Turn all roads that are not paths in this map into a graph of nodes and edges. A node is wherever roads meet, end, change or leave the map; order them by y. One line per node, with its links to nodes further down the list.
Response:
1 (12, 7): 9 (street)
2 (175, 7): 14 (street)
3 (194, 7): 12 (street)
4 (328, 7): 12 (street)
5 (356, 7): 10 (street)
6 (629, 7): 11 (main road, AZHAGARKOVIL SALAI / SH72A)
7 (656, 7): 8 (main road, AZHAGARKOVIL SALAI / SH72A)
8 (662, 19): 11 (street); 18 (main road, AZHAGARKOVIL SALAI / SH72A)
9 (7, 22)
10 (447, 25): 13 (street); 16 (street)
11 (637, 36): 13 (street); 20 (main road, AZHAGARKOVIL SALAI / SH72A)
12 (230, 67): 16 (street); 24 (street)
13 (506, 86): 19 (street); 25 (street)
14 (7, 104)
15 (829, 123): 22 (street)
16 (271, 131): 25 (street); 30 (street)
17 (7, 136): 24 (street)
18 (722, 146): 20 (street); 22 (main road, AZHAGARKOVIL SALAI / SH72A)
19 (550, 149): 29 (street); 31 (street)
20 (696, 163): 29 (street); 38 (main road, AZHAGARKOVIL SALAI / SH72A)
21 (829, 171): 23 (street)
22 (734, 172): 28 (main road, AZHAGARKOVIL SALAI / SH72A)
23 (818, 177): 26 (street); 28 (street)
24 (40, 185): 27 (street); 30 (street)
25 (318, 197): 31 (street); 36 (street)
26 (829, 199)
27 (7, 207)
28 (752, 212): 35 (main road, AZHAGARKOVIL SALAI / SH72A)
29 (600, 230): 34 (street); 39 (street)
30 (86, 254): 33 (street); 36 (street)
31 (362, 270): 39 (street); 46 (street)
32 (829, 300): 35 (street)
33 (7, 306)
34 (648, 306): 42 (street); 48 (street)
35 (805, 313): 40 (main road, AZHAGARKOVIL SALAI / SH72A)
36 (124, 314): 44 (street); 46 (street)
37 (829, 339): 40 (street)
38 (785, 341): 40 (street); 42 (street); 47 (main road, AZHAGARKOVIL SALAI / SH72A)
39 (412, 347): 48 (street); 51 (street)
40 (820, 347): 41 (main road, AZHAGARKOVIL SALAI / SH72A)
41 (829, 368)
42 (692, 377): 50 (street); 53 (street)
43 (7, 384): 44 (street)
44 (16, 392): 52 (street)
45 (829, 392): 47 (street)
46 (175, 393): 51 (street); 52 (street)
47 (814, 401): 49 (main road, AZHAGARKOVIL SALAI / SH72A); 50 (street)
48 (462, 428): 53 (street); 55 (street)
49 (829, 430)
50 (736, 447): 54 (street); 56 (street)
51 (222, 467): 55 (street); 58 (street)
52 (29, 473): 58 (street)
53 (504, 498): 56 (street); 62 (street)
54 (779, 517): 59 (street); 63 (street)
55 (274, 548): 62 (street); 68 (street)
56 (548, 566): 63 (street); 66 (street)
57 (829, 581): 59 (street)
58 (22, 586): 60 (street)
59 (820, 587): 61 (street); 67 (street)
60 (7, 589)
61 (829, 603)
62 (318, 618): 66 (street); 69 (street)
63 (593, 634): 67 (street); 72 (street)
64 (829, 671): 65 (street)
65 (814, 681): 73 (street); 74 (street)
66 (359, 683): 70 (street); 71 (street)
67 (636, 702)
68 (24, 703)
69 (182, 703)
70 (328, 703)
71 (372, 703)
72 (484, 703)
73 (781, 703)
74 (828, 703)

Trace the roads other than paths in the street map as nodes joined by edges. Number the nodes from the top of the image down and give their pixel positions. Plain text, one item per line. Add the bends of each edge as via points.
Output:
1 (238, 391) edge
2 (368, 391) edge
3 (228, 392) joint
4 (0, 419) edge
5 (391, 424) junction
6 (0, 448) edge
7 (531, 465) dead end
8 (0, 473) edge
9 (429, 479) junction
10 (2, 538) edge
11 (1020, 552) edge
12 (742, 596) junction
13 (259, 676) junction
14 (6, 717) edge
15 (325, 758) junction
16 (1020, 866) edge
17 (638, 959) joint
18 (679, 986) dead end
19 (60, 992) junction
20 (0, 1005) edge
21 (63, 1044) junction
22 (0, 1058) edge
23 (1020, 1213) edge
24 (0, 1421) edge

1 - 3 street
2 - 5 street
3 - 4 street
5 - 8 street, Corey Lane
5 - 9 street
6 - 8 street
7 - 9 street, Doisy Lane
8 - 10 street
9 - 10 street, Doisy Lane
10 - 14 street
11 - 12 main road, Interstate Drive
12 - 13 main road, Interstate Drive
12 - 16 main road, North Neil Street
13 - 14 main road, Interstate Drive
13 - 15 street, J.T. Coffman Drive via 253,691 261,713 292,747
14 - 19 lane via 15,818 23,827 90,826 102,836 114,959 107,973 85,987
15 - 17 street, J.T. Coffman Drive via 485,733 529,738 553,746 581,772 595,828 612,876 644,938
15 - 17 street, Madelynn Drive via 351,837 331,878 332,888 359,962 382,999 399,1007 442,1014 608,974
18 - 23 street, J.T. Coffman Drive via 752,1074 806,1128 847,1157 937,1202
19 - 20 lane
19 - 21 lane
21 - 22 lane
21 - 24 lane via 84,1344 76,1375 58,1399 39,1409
* * *
TASK REQUIREMENTS
Across the entries, each line containing the word "Coffman" is to be counted once; the total alone is to be given.

EXERCISE OUTPUT
3